- Host country: Kingdom of Afghanistan
- Date: May 13, 1973-May 15, 1973
- Cities: Kabul
- Chair: Mohammad Zahir Shah (King of Afghanistan)

= 1973 Non-Aligned Standing Committee Conference =

1973 Non-Aligned Movement Standing Committee Conference took place on 13–15 May 1973 in Kabul, the capital city of Afghanistan. The country had participated in the work of the movement since the 1st Summit of the Non-Aligned Movement in Belgrade in 1961. Afghanistan perceived non-alignment as a guarantee of peace in independence in the context of the country sharing a long border with both the Soviet Union and CENTO member states. The 1973 meeting was opened by the Minister of Foreign Affairs of Afghanistan Mohammad Musa Shafiq. Whilst serving as the host country, Afghanistan decided to play a marginal role in the meeting, concerned about how a more prominent role may be perceived by major powers.

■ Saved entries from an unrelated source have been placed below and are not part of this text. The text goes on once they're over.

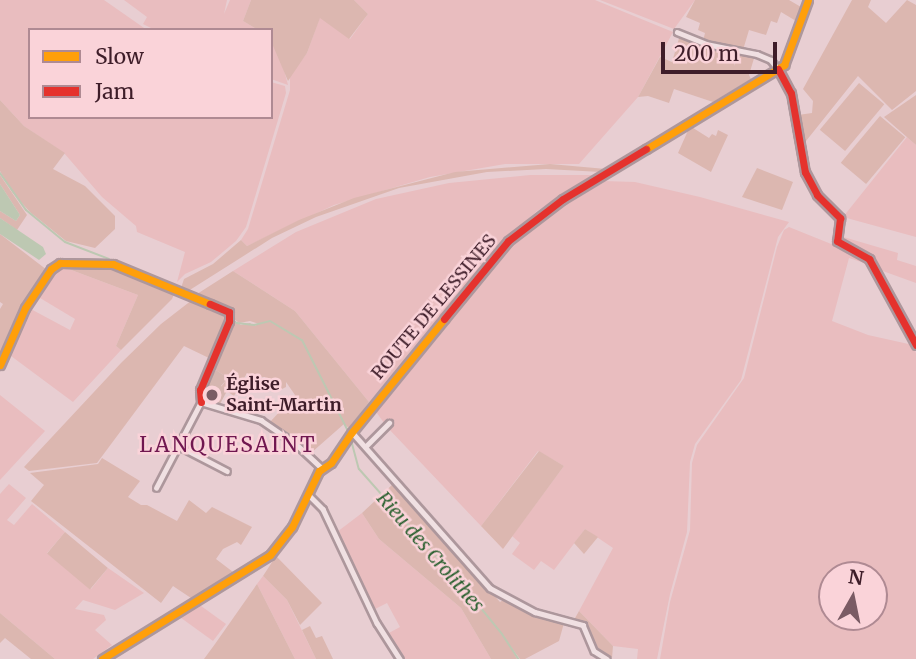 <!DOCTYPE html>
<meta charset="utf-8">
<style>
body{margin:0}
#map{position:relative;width:916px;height:659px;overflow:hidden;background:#e8ced2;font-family:Merriweather,serif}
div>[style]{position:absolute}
.farmland>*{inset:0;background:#e9bdbf}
.green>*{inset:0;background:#dcb7b0;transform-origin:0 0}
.cemetery>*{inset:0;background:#d6b6b0}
.water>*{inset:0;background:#bdc8b2}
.stream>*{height:2px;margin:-1px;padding:0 1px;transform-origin:1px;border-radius:1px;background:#bdc8b2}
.roads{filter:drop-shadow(2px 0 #ad979c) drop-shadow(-2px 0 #ad979c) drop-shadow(0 2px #ad979c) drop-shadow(0 -2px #ad979c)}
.street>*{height:4.5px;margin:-2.25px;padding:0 2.25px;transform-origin:2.25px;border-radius:2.25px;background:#f0e0e2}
.slow>*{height:7px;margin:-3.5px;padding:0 3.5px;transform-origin:3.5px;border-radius:3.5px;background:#ff9f0a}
.jam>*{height:7px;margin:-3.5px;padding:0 3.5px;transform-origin:3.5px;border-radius:3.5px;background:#e5322d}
.dots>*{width:19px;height:19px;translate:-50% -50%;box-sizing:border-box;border:4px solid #fad3d9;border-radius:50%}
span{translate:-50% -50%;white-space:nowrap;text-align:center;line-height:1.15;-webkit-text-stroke:5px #fad3d9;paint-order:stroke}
.street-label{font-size:18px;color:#3e1d29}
.poi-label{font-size:18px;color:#3e1d29;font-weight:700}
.left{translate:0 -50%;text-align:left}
.water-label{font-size:19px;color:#2a602f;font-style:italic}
.quarter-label{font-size:21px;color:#701750;letter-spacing:2px}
.legend{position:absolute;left:28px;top:28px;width:245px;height:91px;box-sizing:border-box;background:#fad3d9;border:2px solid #af8a93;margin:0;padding:9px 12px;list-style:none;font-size:21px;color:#3e1d29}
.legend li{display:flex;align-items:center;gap:14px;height:35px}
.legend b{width:35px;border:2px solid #af8a93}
.north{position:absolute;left:818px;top:561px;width:70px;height:70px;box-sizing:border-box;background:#fad3d9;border:2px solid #af8a93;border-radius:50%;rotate:9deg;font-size:19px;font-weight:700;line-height:28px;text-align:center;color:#3e1d29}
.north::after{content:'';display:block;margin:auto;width:24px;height:32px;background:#7a5b64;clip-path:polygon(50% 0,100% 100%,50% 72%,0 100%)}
.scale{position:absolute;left:661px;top:42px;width:116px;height:32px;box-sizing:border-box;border:4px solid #3e1d29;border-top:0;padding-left:9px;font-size:21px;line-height:24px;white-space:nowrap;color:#3e1d29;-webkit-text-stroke:5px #fad3d9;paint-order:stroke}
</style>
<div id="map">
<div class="farmland">
<i style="clip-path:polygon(0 0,104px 0,147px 30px,30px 30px,30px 117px,271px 117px,271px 82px,285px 86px,286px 93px,246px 227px,236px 241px,211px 262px,185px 274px,177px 282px,185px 252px,137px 232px,136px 226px,102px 197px,64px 153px,24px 126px,0 100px)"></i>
<i style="clip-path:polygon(124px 0,227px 0,224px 14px,230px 0,251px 0,243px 21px,258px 30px,155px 30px,143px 24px,147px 17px)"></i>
<i style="clip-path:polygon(354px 0,595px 0,673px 32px,638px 97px,579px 164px,505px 164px,430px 177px,334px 205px,247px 246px,241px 240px,248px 229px,290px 90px,290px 76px,307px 53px,320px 17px,350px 39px,368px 14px)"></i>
<i style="clip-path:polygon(600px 0,695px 0,674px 29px)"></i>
<i style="clip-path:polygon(271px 41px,280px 55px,288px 85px,271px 79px)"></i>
<i style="clip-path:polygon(907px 137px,916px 145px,916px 237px,843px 217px)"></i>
<i style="clip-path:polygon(530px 175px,594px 175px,537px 211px,501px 243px,369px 402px,295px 311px,233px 271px,296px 232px,376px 199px,449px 183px)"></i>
<i style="clip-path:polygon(603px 181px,635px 182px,700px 197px,789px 222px,778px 237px,741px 380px,695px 444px,690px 462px,687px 532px,670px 594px,657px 659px,637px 659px,638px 649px,613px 646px,579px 611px,613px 548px,585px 529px,554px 570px,541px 561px,534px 570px,512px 554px,520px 543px,512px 536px,564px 466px,538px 451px,481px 526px,387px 427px,374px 409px,516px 239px,566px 202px)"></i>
<i style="clip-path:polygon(evenodd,789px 227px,861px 256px,870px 265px,849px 258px,832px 321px,868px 335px,913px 345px,916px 353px,916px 659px,660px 659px,670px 602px,690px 530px,692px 463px,697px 445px,744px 378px,777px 247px,784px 230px,789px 227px,832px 575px,874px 575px,874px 617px,832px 617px,832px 575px)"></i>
<i style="clip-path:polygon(840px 236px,898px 253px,897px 260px,916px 266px,916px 283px,880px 270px,867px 252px,841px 241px)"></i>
<i style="clip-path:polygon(58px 265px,138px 295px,116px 346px,121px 350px,73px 402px,7px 353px,27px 307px,70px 330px,75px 319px,35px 295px)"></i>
<i style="clip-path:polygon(0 395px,45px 431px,0 480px)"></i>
<i style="clip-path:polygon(9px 484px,26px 498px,7px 520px,14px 525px,32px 504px,65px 532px,47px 553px,91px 589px,108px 568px,144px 593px,115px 610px,83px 600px,75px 609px,104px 615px,106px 620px,95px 630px,112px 645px,93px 659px,55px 659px,0 613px,0 494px)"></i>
<i style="clip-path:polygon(362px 513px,379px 539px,461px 608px,491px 659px,403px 659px,387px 634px,400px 627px,387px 603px,373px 610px,337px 532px)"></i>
<i style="clip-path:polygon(263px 576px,287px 600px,316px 659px,295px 659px,257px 584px)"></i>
<i style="clip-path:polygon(197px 603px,226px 624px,213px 641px,177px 615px)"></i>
</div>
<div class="green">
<i style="clip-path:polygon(251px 0,354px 0,368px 14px,349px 39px,320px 18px,307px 53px,288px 81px,271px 41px,271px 30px,258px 30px,243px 21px)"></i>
<i style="clip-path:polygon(695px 0,789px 0,801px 7px,796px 21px,781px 12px,777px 23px,771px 21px,766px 35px,749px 30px,743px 50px,703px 41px,705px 33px,698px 30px,700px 23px,686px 17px)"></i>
<i style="clip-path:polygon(852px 0,871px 0,868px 7px,886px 23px,907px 0,916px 5px,916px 91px,892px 110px,858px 76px,802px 146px,798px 115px,812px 113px,813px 101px,803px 89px)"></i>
<i style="clip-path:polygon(680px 35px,705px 46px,736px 52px,734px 66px,740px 52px,755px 55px,749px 75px,751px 79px,713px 102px,674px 89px,669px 103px,648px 96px,638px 97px,660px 57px,672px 62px)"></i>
<i style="left:859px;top:83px;width:33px;height:61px;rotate:40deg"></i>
<i style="clip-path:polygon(916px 95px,916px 145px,884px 117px)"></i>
<i style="clip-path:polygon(0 100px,24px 126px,65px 153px,53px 169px,85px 186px,115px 216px,115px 229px,95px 248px,66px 241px,30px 212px,12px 192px,0 171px)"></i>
<i style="left:880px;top:116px;width:33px;height:61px;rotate:40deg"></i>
<i style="clip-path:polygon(690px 126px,709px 138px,712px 134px,716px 136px,718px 130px,728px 135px,711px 172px,678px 153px)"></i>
<i style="clip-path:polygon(550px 164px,606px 169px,601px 172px,546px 169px,487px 172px,399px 188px,316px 217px,272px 238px,185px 293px,181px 288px,184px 279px,213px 264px,241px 240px,247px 246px,299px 220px,354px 198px,455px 172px)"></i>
<i style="clip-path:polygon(757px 168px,793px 182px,782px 210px,742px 197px)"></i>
<i style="clip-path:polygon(0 175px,27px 215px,17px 230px,0 218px,0 211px,16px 221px,20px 215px,0 184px)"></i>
<i style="clip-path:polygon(0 234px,47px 270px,0 362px,0 309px,3px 304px,0 302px)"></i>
<i style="clip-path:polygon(58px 265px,115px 266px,175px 292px,172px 299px,121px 350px,116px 346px,138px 295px)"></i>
<i style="clip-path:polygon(233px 271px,295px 311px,369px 402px,349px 428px,344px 424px,311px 453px,270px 422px,295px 395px,286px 382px,286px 387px,282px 389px,267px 387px,265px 377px,254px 378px,247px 373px,234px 396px,221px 387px,228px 378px,213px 368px,232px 319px,241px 325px,250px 323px,254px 326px,259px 324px,250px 321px,239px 323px,232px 317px,229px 307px,197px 294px)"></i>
<i style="clip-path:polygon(192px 300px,226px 313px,227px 318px,211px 359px,184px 346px,97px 463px,29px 471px,24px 467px,121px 363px,161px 324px)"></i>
<i style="clip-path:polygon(539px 451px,564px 466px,503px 549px,481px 526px)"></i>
<i style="clip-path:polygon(102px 458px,140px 481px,128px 497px,141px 505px,147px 505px,177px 521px,189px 500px,206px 513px,212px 507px,252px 527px,241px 545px,237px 542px,223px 549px,216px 559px,233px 572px,191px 598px,173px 586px,161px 603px,31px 501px,44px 485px,30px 473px,98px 464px)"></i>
<i style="clip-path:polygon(393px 484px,500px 602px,505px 599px,533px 614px,564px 623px,559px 641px,525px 659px,520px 659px,508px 643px,517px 659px,491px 659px,461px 608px,379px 539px,362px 513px)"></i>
<i style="clip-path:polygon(585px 529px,598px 537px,584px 554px,574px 543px)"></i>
<i style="left:65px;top:532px;width:56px;height:28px;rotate:40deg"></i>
<i style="clip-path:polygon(276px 556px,322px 603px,300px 625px,287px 600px,263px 576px)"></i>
<i style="clip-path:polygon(257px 584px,295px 659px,204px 659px,215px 644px)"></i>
<i style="clip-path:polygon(579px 611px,613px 646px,612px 658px,599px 654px,587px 625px,574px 620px)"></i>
<i style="clip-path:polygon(0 613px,55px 659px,31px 659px,5px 638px,0 643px)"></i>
<i style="clip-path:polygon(310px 626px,316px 638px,322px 636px,333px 659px,316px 659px,302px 630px)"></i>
</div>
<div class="cemetery">
<i style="clip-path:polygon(216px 370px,228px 378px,221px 386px,227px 391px,220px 404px,203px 401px,201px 391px)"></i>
</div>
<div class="water">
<i style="clip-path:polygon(0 184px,20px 215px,16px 221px,0 211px)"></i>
<i style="clip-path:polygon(0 218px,43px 247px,46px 254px,39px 260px,0 234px)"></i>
</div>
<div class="stream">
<i style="left:0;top:173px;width:45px;rotate:54.9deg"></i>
<i style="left:26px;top:210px;width:50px;rotate:39.4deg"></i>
<i style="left:65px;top:242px;width:47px;rotate:21.1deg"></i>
<i style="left:230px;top:319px;width:8px;rotate:30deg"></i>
<i style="left:237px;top:323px;width:17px;rotate:7deg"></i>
<i style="left:254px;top:325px;width:16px;rotate:-14deg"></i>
<i style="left:270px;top:321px;width:37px;rotate:31deg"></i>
<i style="left:302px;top:340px;width:100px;rotate:63.2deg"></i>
<i style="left:351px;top:440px;width:30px;rotate:75deg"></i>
<i style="left:359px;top:469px;width:163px;rotate:48.5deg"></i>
<i style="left:467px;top:591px;width:55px;rotate:50.9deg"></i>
<i style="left:502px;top:634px;width:30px;rotate:57deg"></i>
</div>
<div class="roads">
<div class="street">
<i style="left:677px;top:32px;width:31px;rotate:22deg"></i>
<i style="left:706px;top:44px;width:52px;rotate:11.1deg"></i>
<i style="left:757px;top:54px;width:15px;rotate:23deg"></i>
<i style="left:771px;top:60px;width:11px;rotate:52deg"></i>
<i style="left:352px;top:432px;width:208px;rotate:48.5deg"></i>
<i style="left:490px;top:588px;width:51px;rotate:28.1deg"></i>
<i style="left:535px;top:612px;width:50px;rotate:15.2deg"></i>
<i style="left:583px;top:625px;width:28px;rotate:67deg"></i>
<i style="left:594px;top:651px;width:15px;rotate:32deg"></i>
<i style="left:179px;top:446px;width:54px;rotate:27.5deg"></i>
<i style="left:365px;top:447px;width:34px;rotate:-45deg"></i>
<i style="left:156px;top:488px;width:97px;rotate:-62.4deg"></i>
<i style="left:201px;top:402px;width:63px;rotate:16.7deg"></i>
<i style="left:261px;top:420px;width:42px;rotate:34.4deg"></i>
<i style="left:296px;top:444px;width:35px;rotate:43deg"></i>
<i style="left:309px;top:495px;width:20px;rotate:45deg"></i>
<i style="left:323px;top:509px;width:126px;rotate:64.7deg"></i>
<i style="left:377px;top:623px;width:43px;rotate:57.4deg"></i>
</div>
<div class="slow">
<i style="left:646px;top:149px;width:162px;rotate:-31.3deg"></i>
<i style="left:784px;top:65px;width:69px;rotate:-69.7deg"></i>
<i style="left:0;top:365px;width:62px;rotate:-66.3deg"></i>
<i style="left:25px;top:308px;width:47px;rotate:-56.3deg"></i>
<i style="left:51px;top:269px;width:11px;rotate:-34deg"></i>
<i style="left:60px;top:263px;width:53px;rotate:1.1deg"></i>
<i style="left:113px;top:264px;width:105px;rotate:22.4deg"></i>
<i style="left:102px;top:659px;width:198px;rotate:-31.8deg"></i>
<i style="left:270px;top:555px;width:36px;rotate:-52deg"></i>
<i style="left:292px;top:527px;width:62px;rotate:-64.3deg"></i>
<i style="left:319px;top:471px;width:14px;rotate:-34deg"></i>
<i style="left:331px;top:463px;width:37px;rotate:-56deg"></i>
<i style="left:352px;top:432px;width:146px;rotate:-50.8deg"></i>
</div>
<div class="jam">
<i style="left:778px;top:69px;width:27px;rotate:62deg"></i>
<i style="left:791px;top:93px;width:80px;rotate:80deg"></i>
<i style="left:805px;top:172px;width:26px;rotate:62deg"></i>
<i style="left:817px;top:195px;width:33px;rotate:45deg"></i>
<i style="left:840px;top:218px;width:23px;rotate:97deg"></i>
<i style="left:837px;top:241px;width:37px;rotate:29deg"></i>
<i style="left:869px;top:259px;width:98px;rotate:61.3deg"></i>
<i style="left:444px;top:319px;width:101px;rotate:-50.6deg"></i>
<i style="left:508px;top:241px;width:69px;rotate:-37.4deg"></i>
<i style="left:563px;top:199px;width:97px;rotate:-31.1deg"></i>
<i style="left:201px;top:402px;width:12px;rotate:-95deg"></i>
<i style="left:200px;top:390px;width:75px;rotate:-67.2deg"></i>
<i style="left:229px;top:321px;width:9px;rotate:-90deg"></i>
<i style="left:229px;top:312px;width:21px;rotate:-157deg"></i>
</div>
</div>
<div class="dots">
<i style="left:212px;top:395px;background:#7a5b64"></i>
</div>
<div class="street-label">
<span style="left:434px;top:307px;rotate:-50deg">ROUTE DE LESSINES</span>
</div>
<div class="poi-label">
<span class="left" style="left:226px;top:395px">Église<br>Saint-Martin</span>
</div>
<div class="water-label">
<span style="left:430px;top:552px;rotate:49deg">Rieu des Crolithes</span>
</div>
<div class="quarter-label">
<span style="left:228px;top:445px">LANQUESAINT</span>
</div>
<ul class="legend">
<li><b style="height:9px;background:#ff9f0a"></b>Slow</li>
<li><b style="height:9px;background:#e5322d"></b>Jam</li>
</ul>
<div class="north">N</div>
<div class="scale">200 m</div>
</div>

Sri Lanka proposed Colombo as the host of the 5th Summit of the Non-Aligned Movement, which was strongly supported by SFR Yugoslavia. Panama joined the NAM as an observer, while Bangladesh, despite reservations by Pakistan, joined as a full member state. Yugoslavia supported unofficial interest by Australia and North Korea to attend the next meeting with observer status. India, Guyana and Yugoslavia played an active role in preparing the working materials for the following summit in Algeria. Chile proposed discussion on measures against global corporate threats and measures to protect sovereign control over natural resources. In July 1973, Afghanistan was faced with a coup d'état, after which the new authorities stated their intention to maintain country's non-aligned position.